経営の健全性・効率性について
収支の状況を示す「経常収支比率」について、令和2年度と比較して数値が上昇している主な要因は、配水管の更新工事完工に伴う既設管の除却が完了し、資産減耗費が減少したことによるものです。短期的な債務に対する支払能力を表す「流動比率」について、令和2年度と比較して大幅減となっているのは未払金の増加によるものです。企業債の規模を表す「企業債残高対給水収益比率」が平均値から大きく乖離しているのは、企業債の新たな借入を行っていないためです。また、施設の利用状況や適正な規模を表す「施設利用率」、事業の収益力を表す「契約率(配水能力に占める契約水量の割合)」が令和元年度から大きく上昇していますが、これは令和2年3月に岡山工業用水道事業の一日最大配水量を70,000m3から25,000m3に変更したことによるものです。
老朽化の状況について
有形固定資産減価償却率、管路経年化率ともに、過去5年間、小規模団体平均をほぼ上回っています。
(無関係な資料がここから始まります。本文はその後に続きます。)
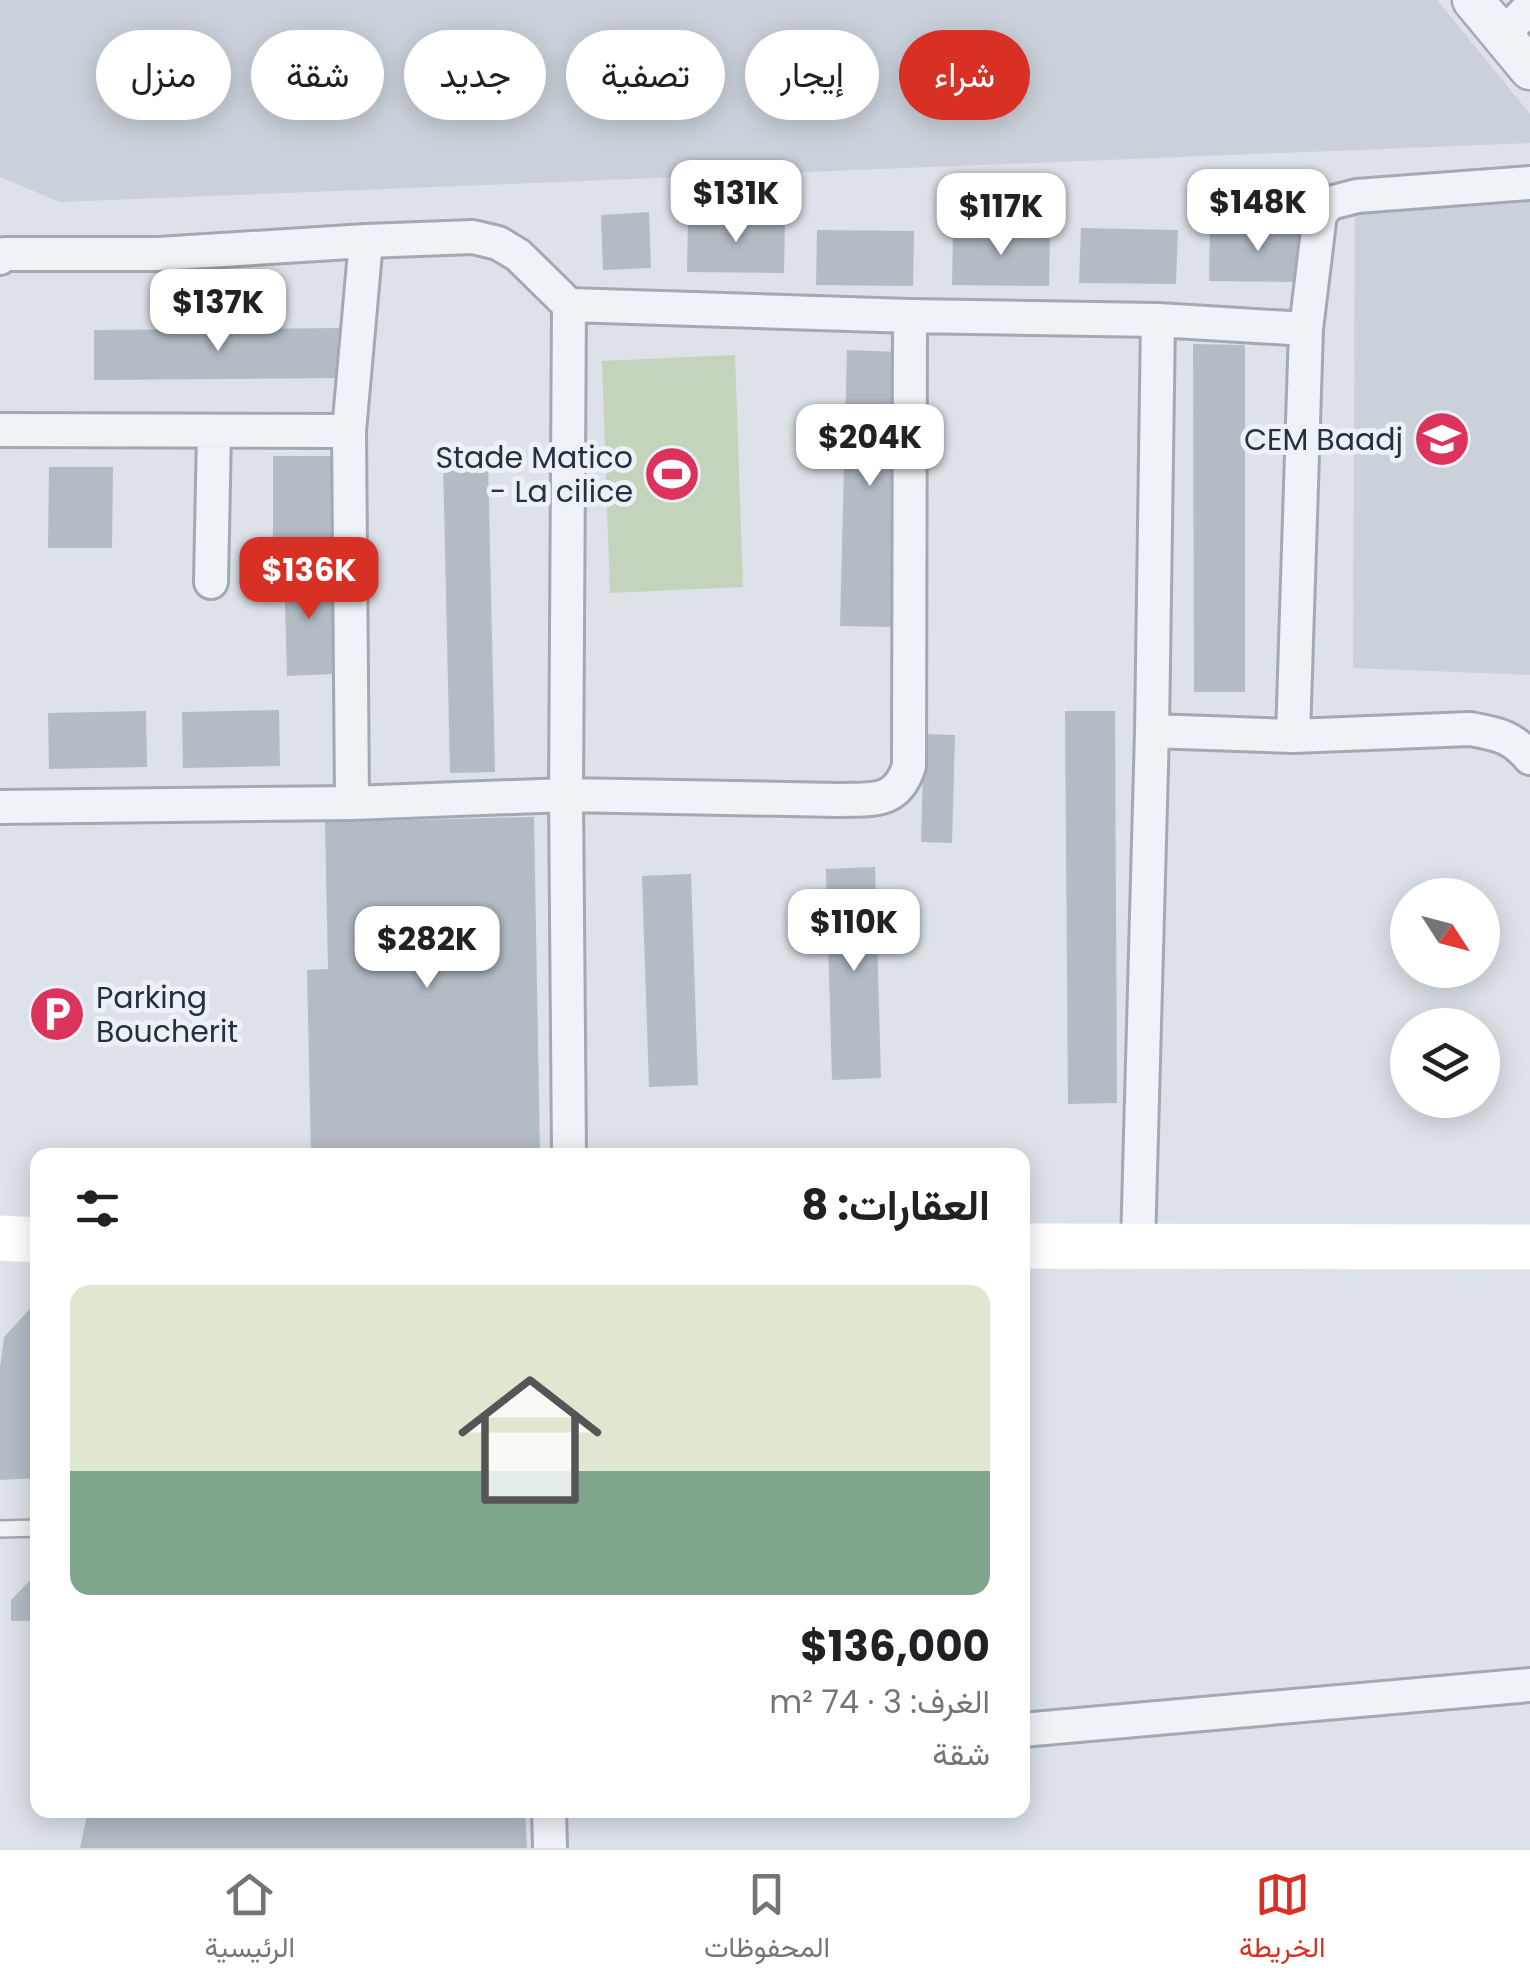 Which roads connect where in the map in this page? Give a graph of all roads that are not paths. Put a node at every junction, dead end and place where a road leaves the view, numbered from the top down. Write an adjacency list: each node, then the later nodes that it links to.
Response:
1 (1473, 0): 3 (street)
2 (1530, 7): 3 (street)
3 (1502, 36): 4 (street)
4 (1530, 69)
5 (1530, 183): 11 (street)
6 (366, 241): 7 (street); 8 (street); 14 (street)
7 (0, 258)
8 (569, 305): 9 (street); 19 (street)
9 (910, 316): 10 (street); 19 (street)
10 (1158, 320): 11 (street); 16 (street)
11 (1306, 329): 17 (street)
12 (0, 430): 13 (street)
13 (214, 432): 14 (street); 15 (street)
14 (350, 432): 20 (street)
15 (211, 582)
16 (1152, 731): 17 (street); 25 (street)
17 (1292, 736): 18 (street)
18 (1530, 758)
19 (566, 796): 20 (street); 22 (street)
20 (352, 802): 21 (street)
21 (0, 807)
22 (569, 1148)
23 (0, 1238): 24 (main road)
24 (30, 1240)
25 (1138, 1245): 26 (main road); 27 (main road)
26 (1030, 1246)
27 (1530, 1247)
28 (30, 1528): 29 (lane)
29 (0, 1529)
30 (1530, 1685): 31 (street)
31 (1030, 1729)
32 (550, 1818): 33 (street)
33 (550, 1848) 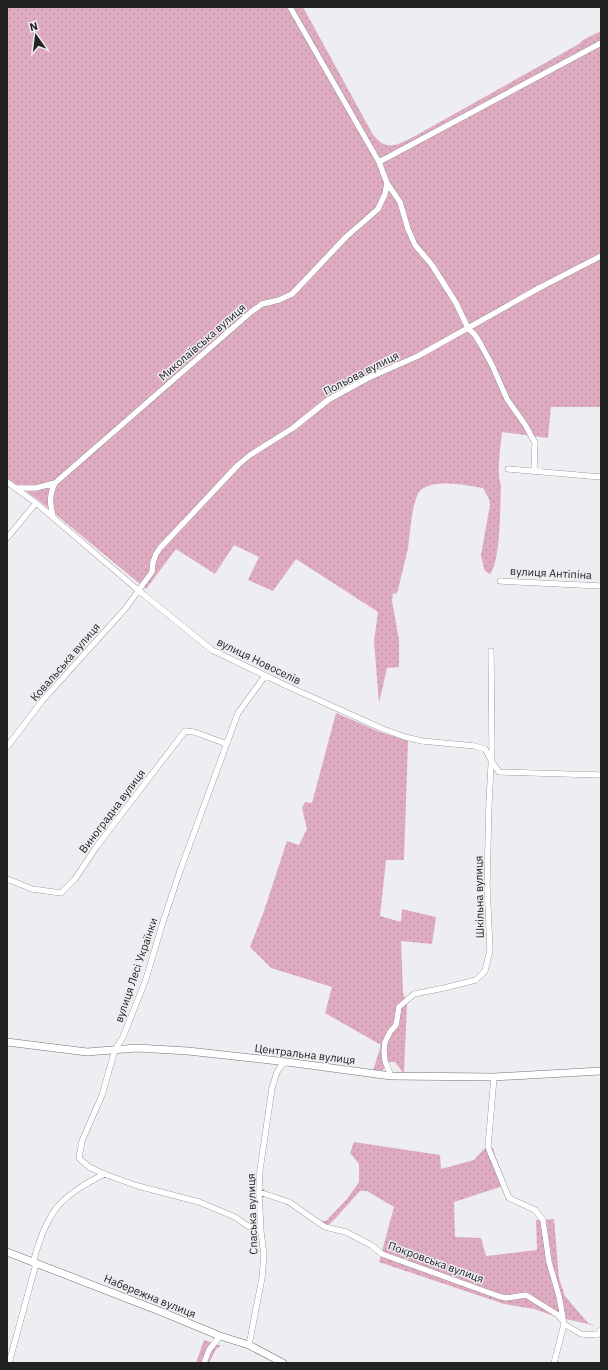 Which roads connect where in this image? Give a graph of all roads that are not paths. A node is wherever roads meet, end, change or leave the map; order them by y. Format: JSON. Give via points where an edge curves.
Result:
{"nodes":[{"id":1,"x":290,"y":7,"type":"edge"},
{"id":2,"x":601,"y":43,"type":"edge"},
{"id":3,"x":379,"y":162,"type":"junction"},
{"id":4,"x":387,"y":183,"type":"junction"},
{"id":5,"x":601,"y":256,"type":"edge"},
{"id":6,"x":468,"y":328,"type":"junction"},
{"id":7,"x":508,"y":469,"type":"dead end"},
{"id":8,"x":534,"y":472,"type":"junction"},
{"id":9,"x":601,"y":477,"type":"edge"},
{"id":10,"x":7,"y":482,"type":"edge"},
{"id":11,"x":55,"y":483,"type":"junction"},
{"id":12,"x":15,"y":488,"type":"junction"},
{"id":13,"x":36,"y":503,"type":"junction"},
{"id":14,"x":53,"y":517,"type":"junction"},
{"id":15,"x":7,"y":538,"type":"edge"},
{"id":16,"x":500,"y":581,"type":"dead end"},
{"id":17,"x":601,"y":586,"type":"edge"},
{"id":18,"x":138,"y":590,"type":"junction"},
{"id":19,"x":491,"y":651,"type":"dead end"},
{"id":20,"x":265,"y":676,"type":"junction"},
{"id":21,"x":227,"y":744,"type":"junction"},
{"id":22,"x":7,"y":747,"type":"edge"},
{"id":23,"x":492,"y":762,"type":"junction"},
{"id":24,"x":601,"y":775,"type":"edge"},
{"id":25,"x":7,"y":879,"type":"edge"},
{"id":26,"x":7,"y":1042,"type":"edge"},
{"id":27,"x":115,"y":1050,"type":"junction"},
{"id":28,"x":287,"y":1062,"type":"junction"},
{"id":29,"x":601,"y":1071,"type":"edge"},
{"id":30,"x":391,"y":1076,"type":"junction"},
{"id":31,"x":494,"y":1077,"type":"junction"},
{"id":32,"x":104,"y":1174,"type":"junction"},
{"id":33,"x":259,"y":1192,"type":"junction"},
{"id":34,"x":261,"y":1232,"type":"junction"},
{"id":35,"x":7,"y":1252,"type":"edge"},
{"id":36,"x":34,"y":1263,"type":"junction"},
{"id":37,"x":564,"y":1323,"type":"junction"},
{"id":38,"x":601,"y":1330,"type":"edge"},
{"id":39,"x":220,"y":1336,"type":"junction"},
{"id":40,"x":249,"y":1345,"type":"junction"},
{"id":41,"x":9,"y":1363,"type":"edge"},
{"id":42,"x":204,"y":1363,"type":"edge"},
{"id":43,"x":283,"y":1363,"type":"edge"},
{"id":44,"x":554,"y":1363,"type":"edge"}],
"edges":[{"from":1,"to":3,"type":"street"},
{"from":2,"to":3,"type":"street"},
{"from":3,"to":4,"type":"street"},
{"from":4,"to":6,"type":"street","via":[[400,202],[416,245],[456,303]]},
{"from":4,"to":11,"type":"street","name":"Миколаївська вулиця","via":[[378,210],[346,238],[292,294],[262,304],[251,312]]},
{"from":5,"to":6,"type":"street","name":"Польова вулиця"},
{"from":6,"to":8,"type":"street","via":[[480,343],[507,399],[535,443]]},
{"from":6,"to":18,"type":"street","name":"Польова вулиця","via":[[418,356],[368,378],[328,400],[293,428],[250,455],[160,548],[153,562],[152,572]]},
{"from":7,"to":8,"type":"street"},
{"from":8,"to":9,"type":"street"},
{"from":10,"to":12,"type":"street","name":"вулиця Новоселів"},
{"from":11,"to":12,"type":"street","name":"Миколаївська вулиця","via":[[36,488]]},
{"from":11,"to":14,"type":"street","via":[[50,498]]},
{"from":12,"to":13,"type":"street","name":"вулиця Новоселів"},
{"from":13,"to":14,"type":"street","name":"вулиця Новоселів"},
{"from":13,"to":15,"type":"street"},
{"from":14,"to":18,"type":"street","name":"вулиця Новоселів"},
{"from":16,"to":17,"type":"street","name":"вулиця Антіпіна"},
{"from":18,"to":20,"type":"street","name":"вулиця Новоселів","via":[[212,650]]},
{"from":18,"to":22,"type":"street","name":"Ковальська вулиця","via":[[125,609],[42,701]]},
{"from":19,"to":23,"type":"street","name":"Шкільна вулиця"},
{"from":20,"to":21,"type":"street","name":"вулиця Лесі Українки","via":[[238,713]]},
{"from":20,"to":23,"type":"street","name":"вулиця Новоселів","via":[[405,737],[485,749]]},
{"from":21,"to":25,"type":"street","name":"Виноградна вулиця","via":[[185,731],[97,846],[75,879],[61,893],[32,889]]},
{"from":21,"to":27,"type":"street","name":"вулиця Лесі Українки","via":[[180,871],[146,979],[124,1038]]},
{"from":23,"to":24,"type":"street","via":[[499,772]]},
{"from":23,"to":30,"type":"street","name":"Шкільна вулиця","via":[[487,885],[490,950],[485,971],[476,980],[414,994],[399,1007],[396,1025],[384,1047],[385,1061]]},
{"from":26,"to":27,"type":"street","name":"Центральна вулиця","via":[[87,1052]]},
{"from":27,"to":28,"type":"street","name":"Центральна вулиця","via":[[137,1048]]},
{"from":27,"to":32,"type":"street","name":"вулиця Лесі Українки","via":[[102,1096],[82,1141],[78,1158]]},
{"from":28,"to":30,"type":"street","name":"Центральна вулиця"},
{"from":28,"to":33,"type":"street","name":"Спаська вулиця","via":[[277,1072],[272,1088]]},
{"from":29,"to":31,"type":"street","name":"Центральна вулиця"},
{"from":30,"to":31,"type":"street","name":"Центральна вулиця"},
{"from":31,"to":37,"type":"street","via":[[488,1147],[509,1198],[536,1210],[543,1220],[549,1262]]},
{"from":32,"to":34,"type":"street","via":[[198,1202],[235,1217]]},
{"from":32,"to":36,"type":"street","via":[[88,1182],[61,1202],[50,1218]]},
{"from":33,"to":34,"type":"street","name":"Спаська вулиця"},
{"from":33,"to":37,"type":"street","name":"Покровська вулиця","via":[[289,1202],[325,1227],[346,1232],[391,1258],[498,1296],[506,1298],[526,1295],[558,1315]]},
{"from":34,"to":40,"type":"street","name":"Спаська вулиця","via":[[264,1255],[262,1278]]},
{"from":35,"to":36,"type":"street","name":"Набережна вулиця"},
{"from":36,"to":39,"type":"street","name":"Набережна вулиця"},
{"from":36,"to":41,"type":"street"},
{"from":37,"to":38,"type":"street","name":"Покровська вулиця","via":[[581,1334],[598,1335]]},
{"from":37,"to":44,"type":"street"},
{"from":39,"to":40,"type":"street","name":"Набережна вулиця"},
{"from":39,"to":42,"type":"street","via":[[209,1350]]},
{"from":40,"to":43,"type":"street","name":"Набережна вулиця"}]} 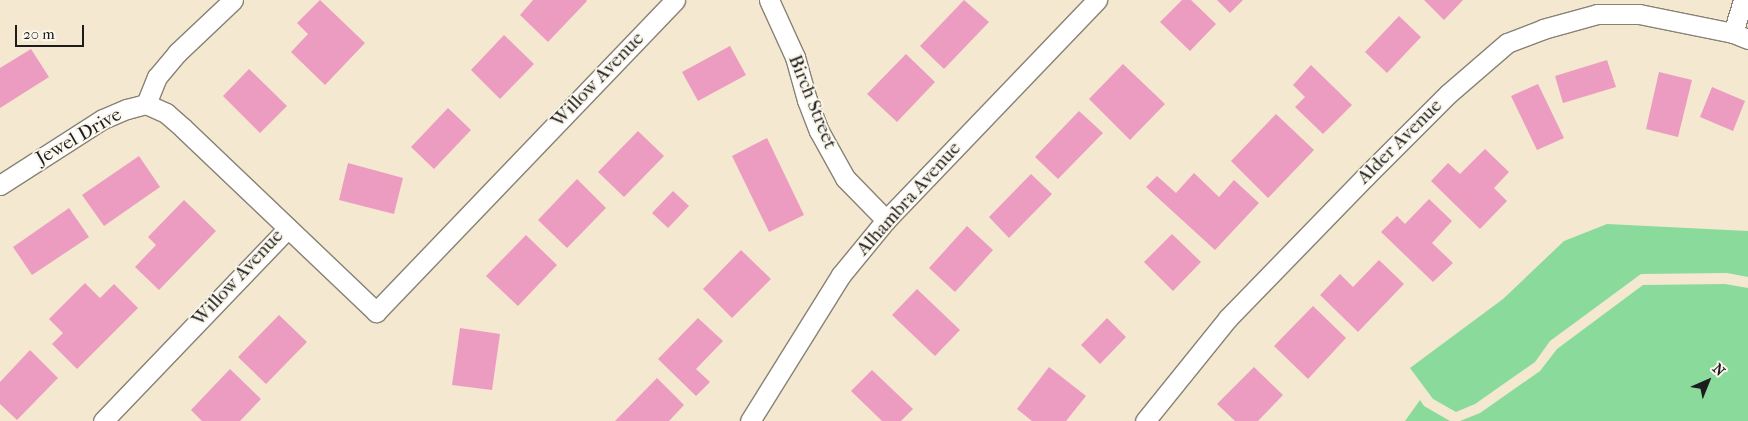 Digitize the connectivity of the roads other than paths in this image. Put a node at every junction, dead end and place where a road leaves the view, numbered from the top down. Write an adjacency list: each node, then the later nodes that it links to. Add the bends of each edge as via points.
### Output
1 (233, 0): 7 (street, Jewel Drive, via 167,65 157,77)
2 (675, 0): 10 (street, Willow Avenue, via 376,312)
3 (769, 0): 9 (street, Birch Street, via 794,57 819,131 845,178)
4 (1097, 0): 9 (street, Alhambra Avenue)
5 (1744, 0): 6 (street)
6 (1740, 36): 13 (street, Alder Avenue, via 1639,14 1597,14 1507,43 1448,94 1228,318)
7 (146, 104): 8 (street, Jewel Drive, via 103,119); 10 (street, Willow Avenue, via 183,128)
8 (0, 185)
9 (886, 220): 12 (street, Alhambra Avenue, via 841,275)
10 (288, 229): 11 (street, Willow Avenue)
11 (103, 421)
12 (750, 421)
13 (1145, 421)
令和2年度には管路更新工事が完了したため、令和元年度と比較すると若干指標値が改善しています。管路更新率は0%が続いていましたが、更新工事を施工した令和2年度に限り、平均値を超えています。
全体総括
産業構造の変化により、配水量及び給水収益の今後の動向は不透明ななか、老朽化した施設や管路の計画的な更新と災害等に備えた耐震化が課題となり、今後も厳しい事業運営となることが想定されます。「岡山市工業用水道事業計画」の中で、脆弱管路の早期解消について示し、建設投資を抑制しながら耐震化を推進するため、上水道管路の一部を共用化する検討を進めています。将来にわたって安定的に事業を継続していくため、水需要に見合った事業マネジメントにより効率的な経営に努めます。